Investment funds that focus on domestic or emerging markets equity made healthy gains in the second quarter of 2007. However, most other segments of the retail fund market lost ground or were limited to modest gains during that period, according to preliminary performance data released today by Morningstar Canada.

The Asia Pacific Rim ex-Japan equity fund index had the best return among all Morningstar Canada fund indices for the quarter with 6.9%, buoyed by double-digit gains on the Hong Kong, Shanghai, Taiwan and Seoul stock markets. Individual funds’ currency hedging policies would have played an important part in their actual returns during this period, since the Canadian dollar appreciated significantly relative to most currencies in that region: the loonie gained 6.4% versus the Korean won, 6.5% against the Chinese yuan and 8.5% versus the Hong Kong dollar. This would have diminished the performance of those funds that don’t hedge their currency exposures.

The strongly performing Asian markets also contributed to the 5.5% quarterly return of the emerging markets equity fund index, which ranks in fourth place. On average, Asian equities made up nearly half the assets held in the funds in this category as of May 31. The Brazilian market, another major component, also helped; the Bovespa Index of the Sao Paulo Stock Exchange returned 18.7% for the quarter. And unlike its Asian counterparts, the Brazilian currency mostly held its ground against the surging loonie by losing only 1.7%.

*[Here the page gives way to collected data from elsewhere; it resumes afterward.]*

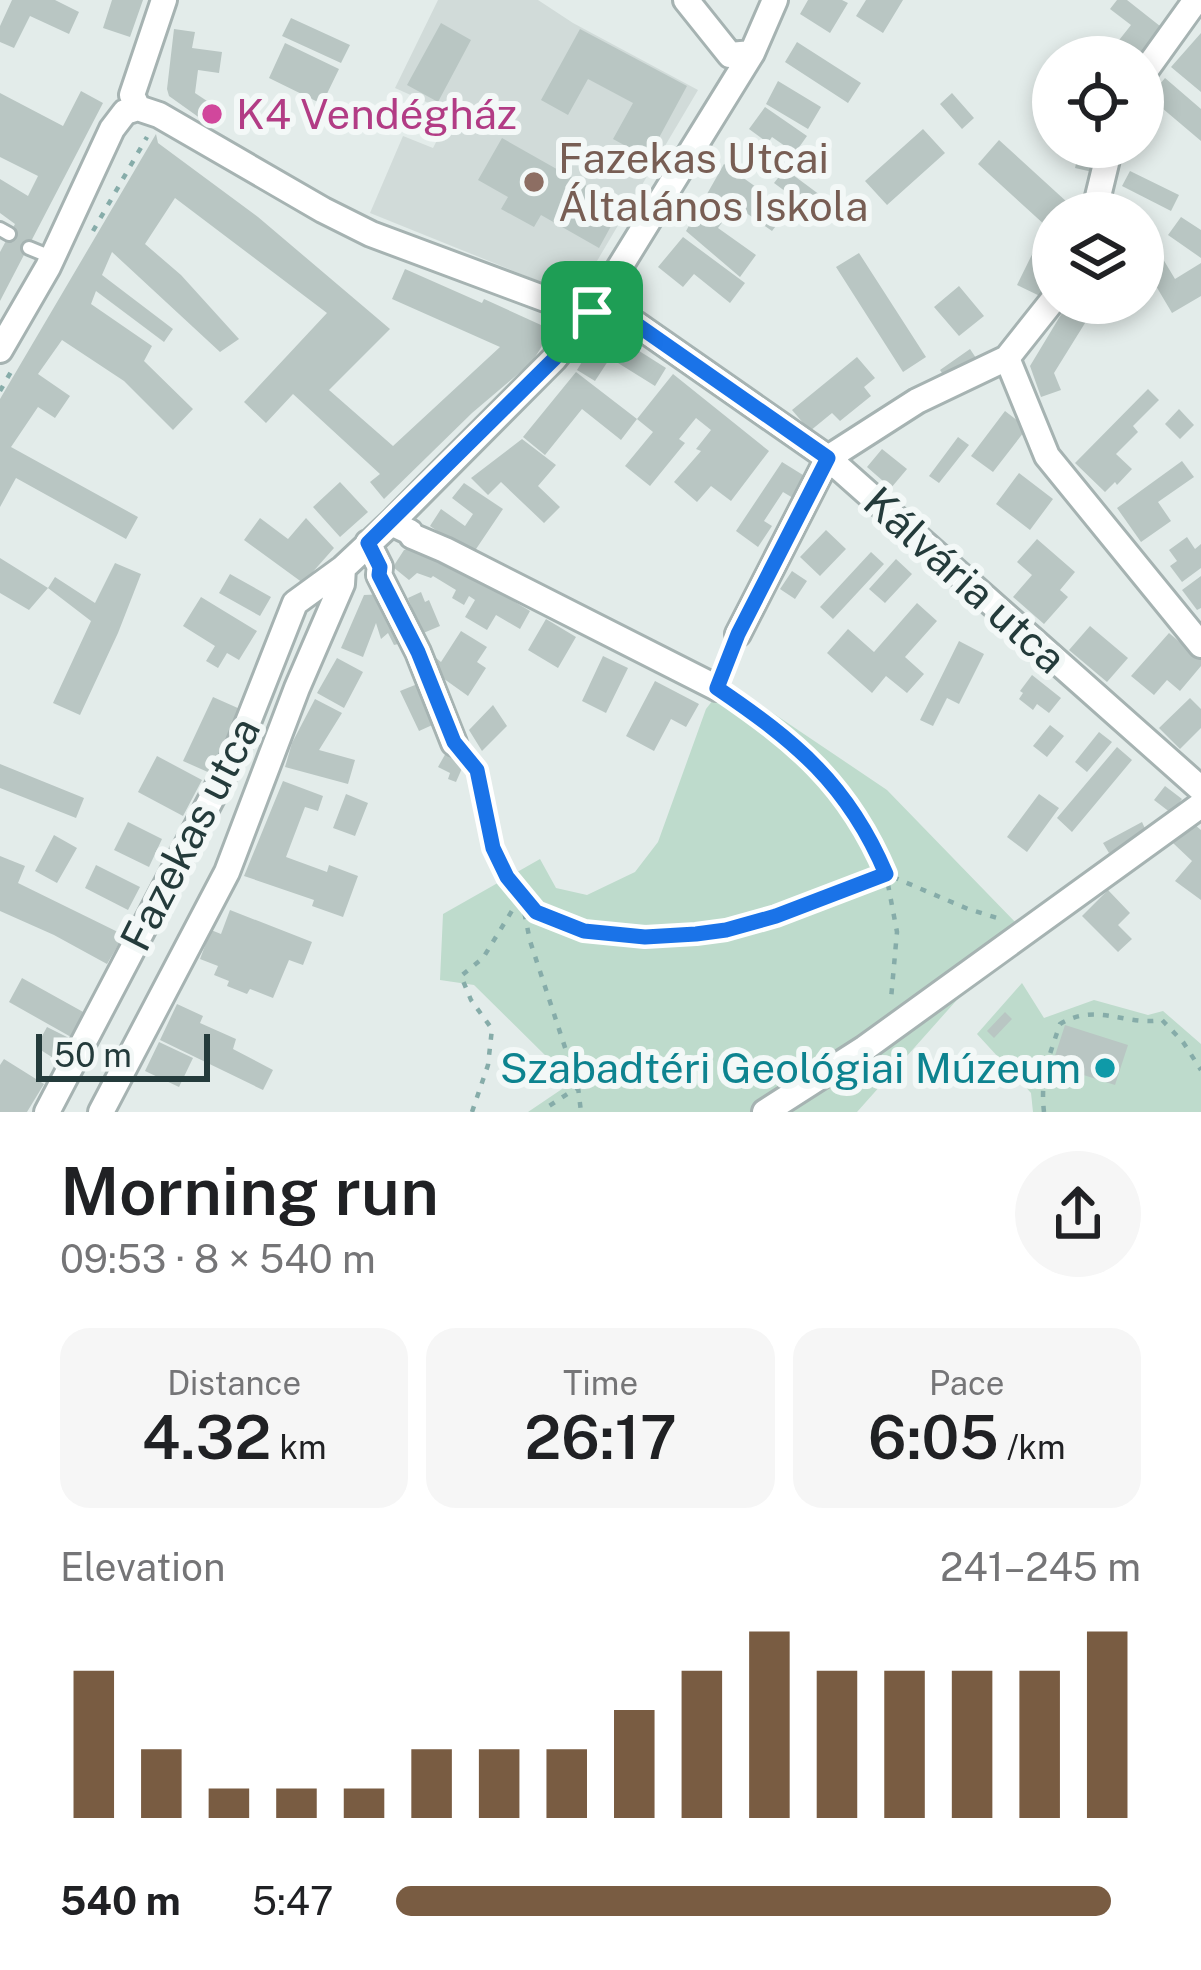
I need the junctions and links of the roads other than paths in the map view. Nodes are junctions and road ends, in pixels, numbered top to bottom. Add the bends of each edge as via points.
1 (164, 0) edge
2 (686, 0) edge
3 (775, 0) edge
4 (1196, 0) edge
5 (1164, 45) edge
6 (752, 53) junction
7 (148, 112) junction
8 (592, 312) junction
9 (1034, 324) edge
10 (0, 350) edge
11 (1007, 358) junction
12 (828, 458) junction
13 (391, 523) junction
14 (368, 543) junction
15 (343, 568) junction
16 (738, 634) dead end
17 (1201, 645) edge
18 (717, 688) road end
19 (454, 742) road end
20 (1201, 789) edge
21 (1201, 806) edge
22 (47, 1112) edge
23 (100, 1112) edge
24 (764, 1112) edge

1 - 7 street via 131,94
2 - 6 street via 730,55
3 - 6 street, Fazekas utca
4 - 5 street
6 - 8 street, Fazekas utca
7 - 8 street, Kálvária utca via 371,234
7 - 10 street via 125,112 112,129 41,253
8 - 12 street, Kálvária utca via 636,324
8 - 13 street, Fazekas utca
9 - 11 street
11 - 12 street via 917,400
11 - 17 street via 1047,456
12 - 16 street
12 - 20 street, Kálvária utca
13 - 14 street, Fazekas utca
13 - 18 street
14 - 15 street, Fazekas utca
14 - 19 street
15 - 22 street, Fazekas utca via 296,604 237,750
15 - 23 street, Fazekas utca via 227,872
21 - 24 street via 866,1048

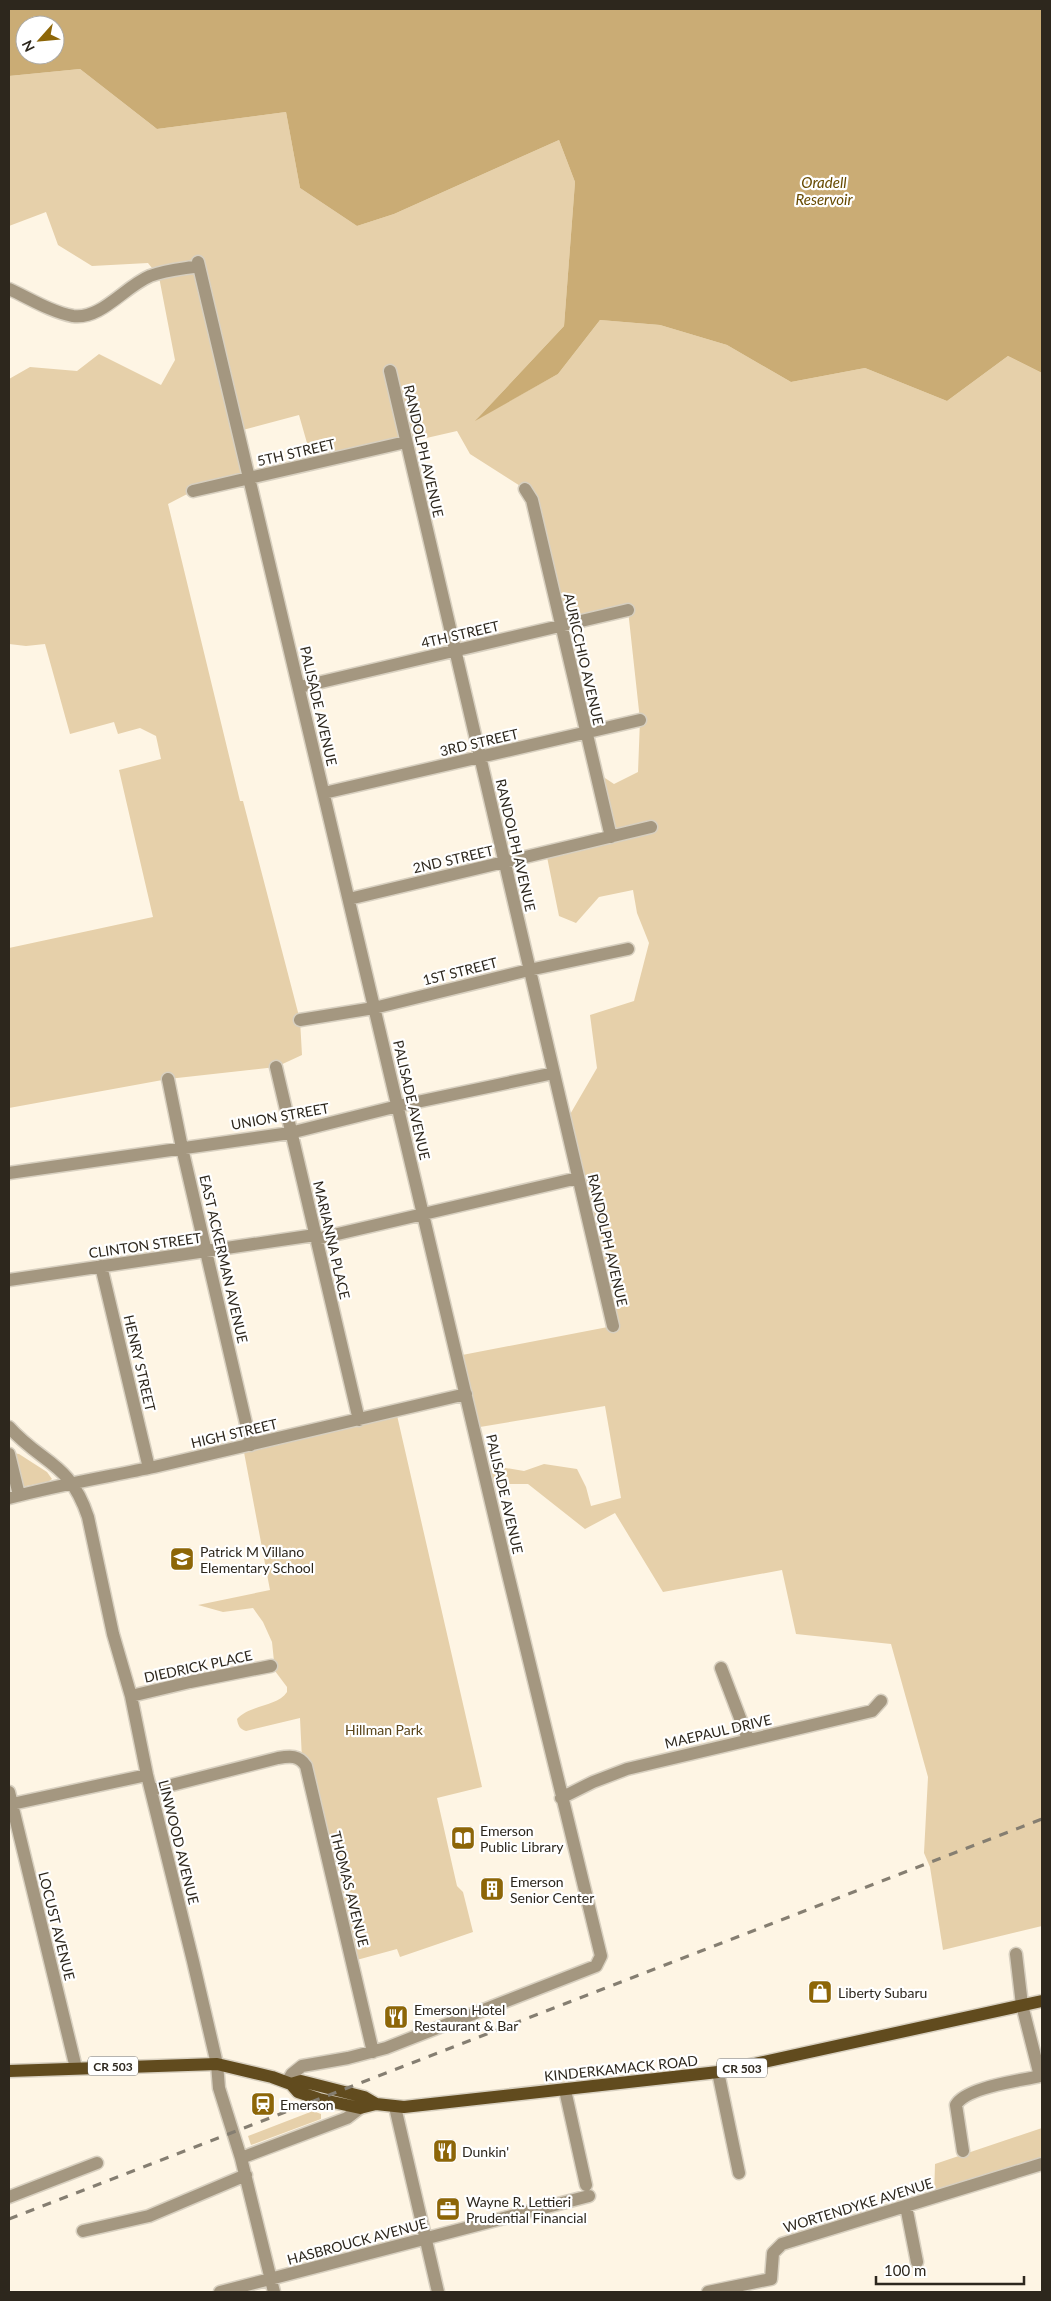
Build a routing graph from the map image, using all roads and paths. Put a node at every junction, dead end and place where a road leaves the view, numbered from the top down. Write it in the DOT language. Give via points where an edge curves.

The second best performing fund index for the quarter was natural resources equity with 6.7%, followed by Canadian small/mid cap equity with 6.4%. There is considerable overlap between these two fund categories; on average at the end of May, Natural resources equity funds held nearly 68% in Canadian content, while the average fund in the Canadian small/mid cap equity category allocated more than 40% of its portfolio to resources. Meanwhile the Canadian Anchored small/mid cap equity fund index, whose constituent funds can invest up to 49% in foreign content, gained 4.3%. These three categories also boast the best year-to-date returns among all fund indices.

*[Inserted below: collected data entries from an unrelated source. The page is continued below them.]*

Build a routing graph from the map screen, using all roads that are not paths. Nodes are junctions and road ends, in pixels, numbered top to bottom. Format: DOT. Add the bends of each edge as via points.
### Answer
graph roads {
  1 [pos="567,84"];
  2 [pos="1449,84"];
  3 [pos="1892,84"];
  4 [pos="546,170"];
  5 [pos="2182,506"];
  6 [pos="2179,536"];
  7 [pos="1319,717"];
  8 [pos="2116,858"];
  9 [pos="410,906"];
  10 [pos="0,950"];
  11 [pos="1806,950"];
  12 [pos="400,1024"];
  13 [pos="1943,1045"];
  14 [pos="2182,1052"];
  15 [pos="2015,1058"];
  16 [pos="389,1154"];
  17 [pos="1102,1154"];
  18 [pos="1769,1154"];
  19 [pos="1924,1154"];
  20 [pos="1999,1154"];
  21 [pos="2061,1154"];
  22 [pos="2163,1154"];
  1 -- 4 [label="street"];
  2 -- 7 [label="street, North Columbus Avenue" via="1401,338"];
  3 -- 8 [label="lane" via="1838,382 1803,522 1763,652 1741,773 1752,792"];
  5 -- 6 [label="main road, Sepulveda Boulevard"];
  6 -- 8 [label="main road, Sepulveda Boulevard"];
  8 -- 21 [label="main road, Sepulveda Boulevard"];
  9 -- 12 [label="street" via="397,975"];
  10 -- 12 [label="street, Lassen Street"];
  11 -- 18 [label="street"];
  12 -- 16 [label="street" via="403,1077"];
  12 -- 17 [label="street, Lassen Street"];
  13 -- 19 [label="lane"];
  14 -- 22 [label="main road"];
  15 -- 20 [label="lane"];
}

“Dwindling gas supplies and an increase in merger and acquisition activity have driven the resource rally over the past quarter,” said Morningstar Canada fund analyst Bhavna Hinduja, in a news release. “The S&P/TSX capped energy index and the S&P/TSX capped materials index gained 10.3% and 8.5% respectively over this period. In contrast, the slump in precious metals equities has continued to hinder the performance of more broadly based natural resource funds.”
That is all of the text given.